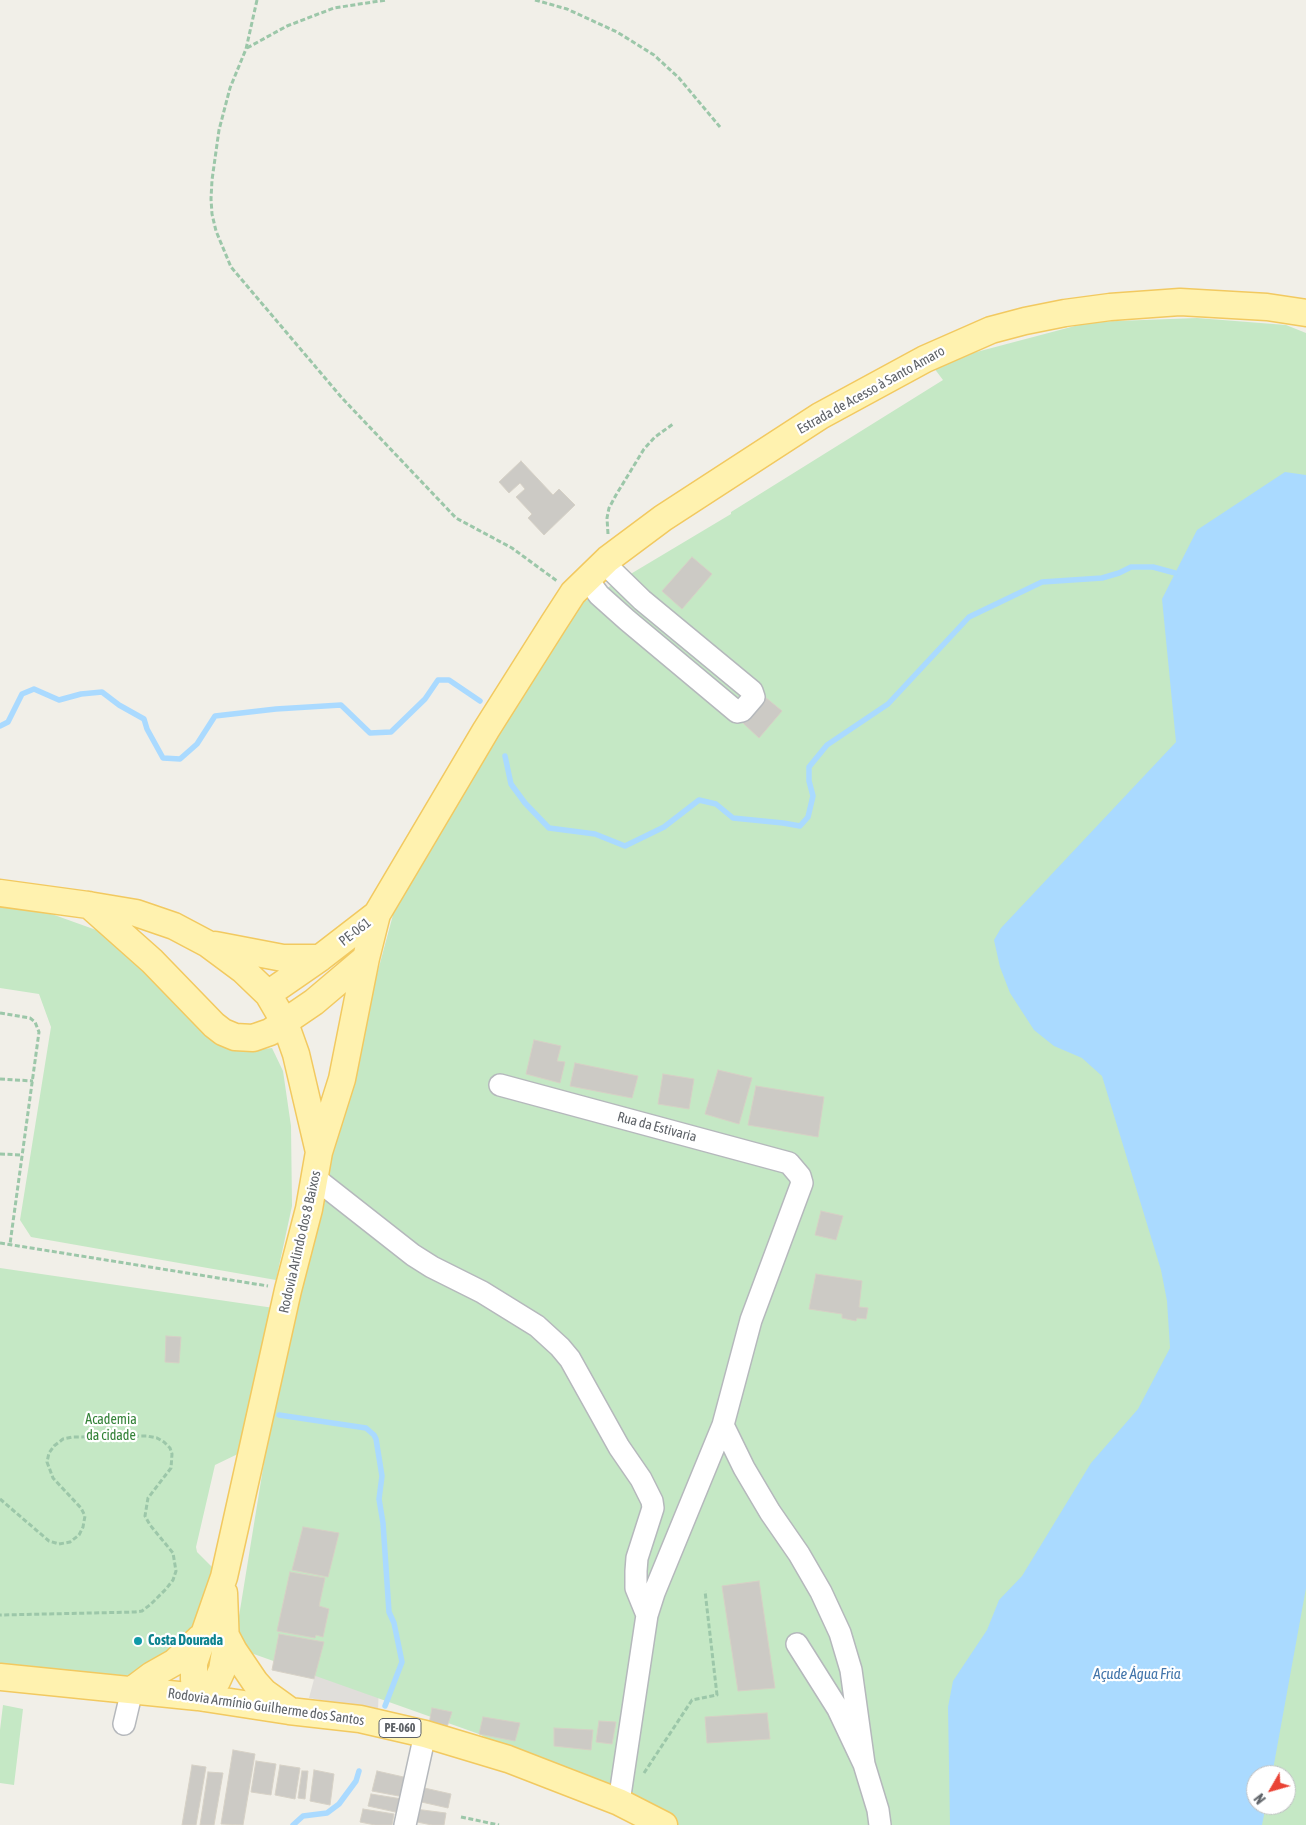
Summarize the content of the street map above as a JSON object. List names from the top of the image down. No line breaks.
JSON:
{"streets":{"main road":["Estrada de Acesso à Santo Amaro","PE-061","Rodovia Arlindo dos 8 Baixos","Rodovia Armínio Guilherme dos Santos","PE-060"],"street":["Rua da Estivaria"]},"crossings":[["Estrada de Acesso à Santo Amaro","PE-061"],["PE-061","Rodovia Arlindo dos 8 Baixos"],["Rodovia Arlindo dos 8 Baixos","Rodovia Armínio Guilherme dos Santos"]],"water":["Açude Água Fria"],"parks":["Academia da cidade"],"places":["Costa Dourada"],"north":"bottom left"}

————

▶ Exercise prompt
Should there be pictures in the data, leave them out and return the rest exactly.

▶ Solution to the problem
Summarize the content of the street map above as a JSON object. List names from the top of the image down. No line breaks.
JSON:
{"streets":{"main road":["Estrada de Acesso à Santo Amaro","PE-061","Rodovia Arlindo dos 8 Baixos","Rodovia Armínio Guilherme dos Santos","PE-060"],"street":["Rua da Estivaria"]},"crossings":[["Estrada de Acesso à Santo Amaro","PE-061"],["PE-061","Rodovia Arlindo dos 8 Baixos"],["Rodovia Arlindo dos 8 Baixos","Rodovia Armínio Guilherme dos Santos"]],"water":["Açude Água Fria"],"parks":["Academia da cidade"],"places":["Costa Dourada"],"north":"bottom left"}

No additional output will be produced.